Menurut keterangan Kapolres, SJ membunuh SA di sebuah kebun di Korong Kapalo Banda, Nagari Sibuluah, Kecamatan Batang Anai, pada Minggu (15/6/2025) sekitar pukul 15.00 WIB.
Setelah membunuh, pelaku memutilasi tubuh SA menjadi 10 bagian. Namun, hingga saat ini, tim forensik baru menemukan empat potongan tubuh korban, yakni bagian leher, kedua lengan, dan betis.

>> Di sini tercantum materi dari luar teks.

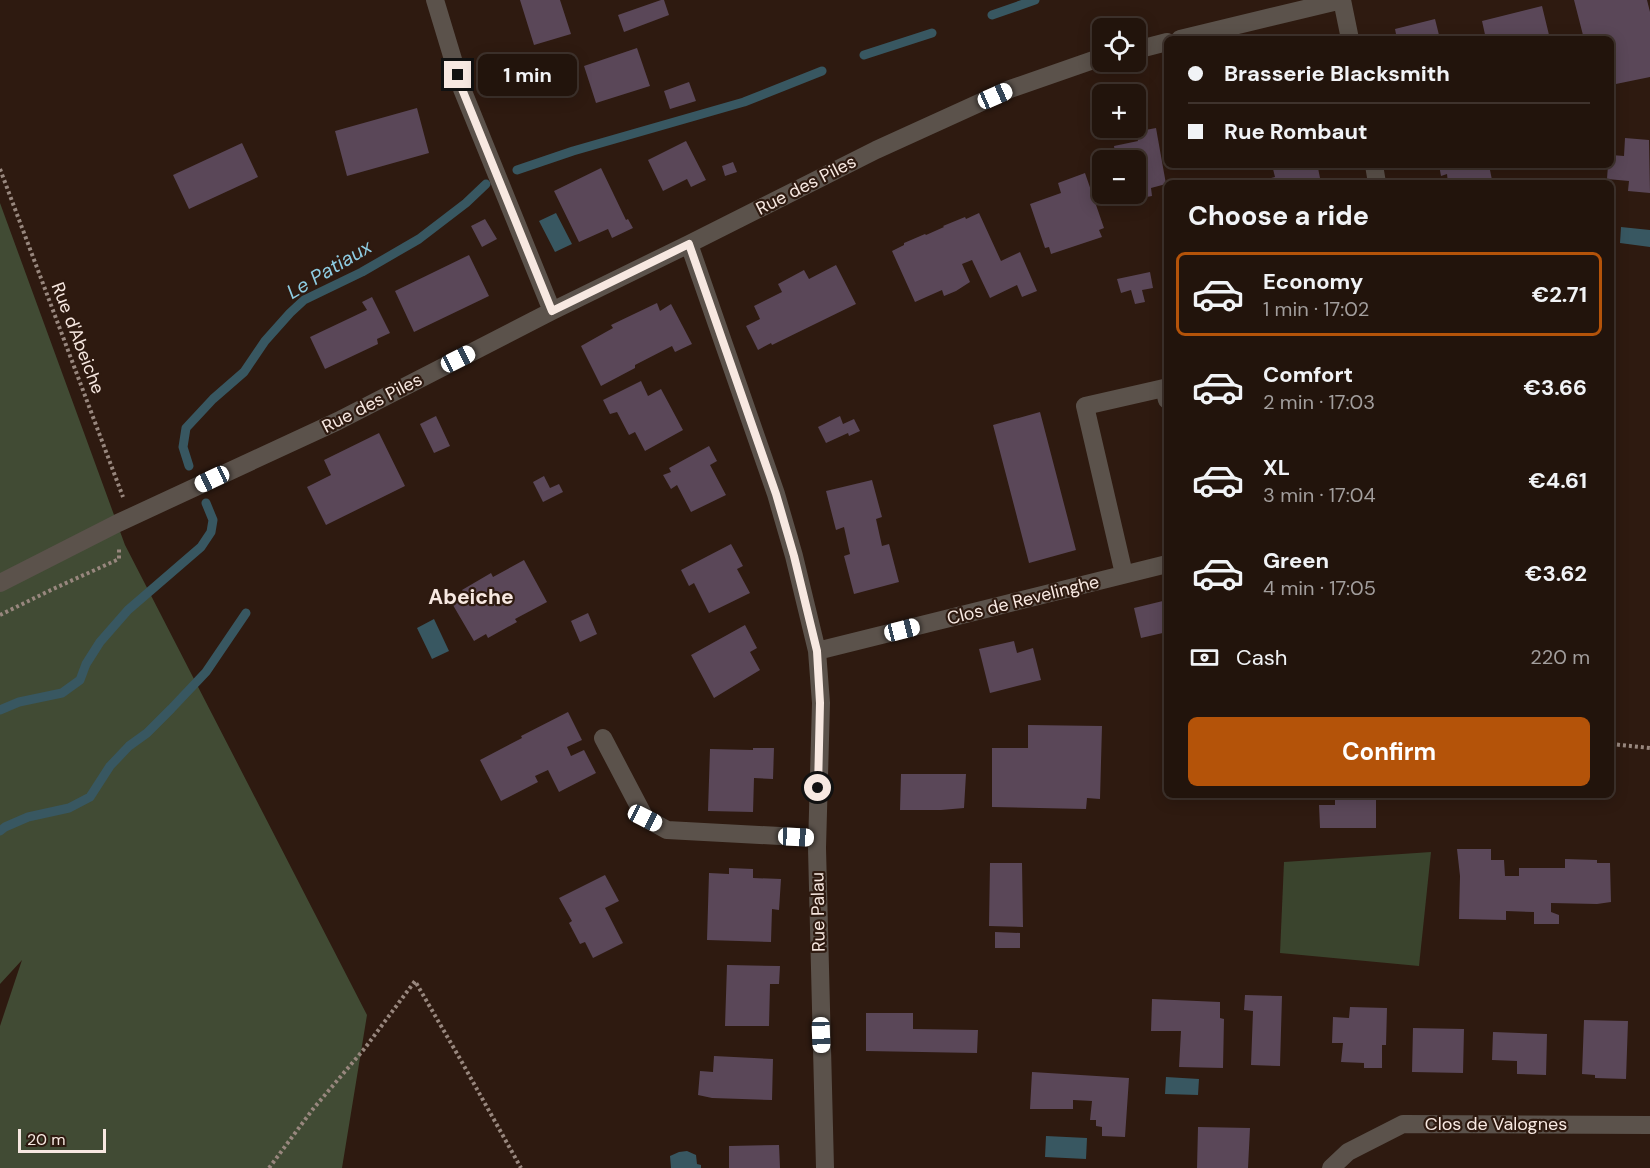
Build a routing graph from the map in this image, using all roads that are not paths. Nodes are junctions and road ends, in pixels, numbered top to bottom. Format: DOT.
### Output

“Kami masih melakukan pencarian potongan tubuh lainnya. Pelaku mengaku membuangnya di berbagai lokasi sekitar aliran sungai,” tambah Kapolres.
Kasus ini terus berkembang. Dalam proses interogasi, SJ juga mengaku telah membunuh dua korban lain, yakni SO (23) dan AG (24), yang dilaporkan hilang sejak 2024.
Polisi menyebut pelaku membunuh kedua korban tersebut dan membuang jasad mereka ke sebuah sumur tua di dekat rumahnya. Bahkan, pelaku menutup sumur itu dengan cor semen agar tak terdeteksi.
“Kami sedang mengembangkan kasus ini, termasuk kemungkinan adanya pelaku lain atau motif tambahan di balik aksi keji ini,” jelas Kapolres.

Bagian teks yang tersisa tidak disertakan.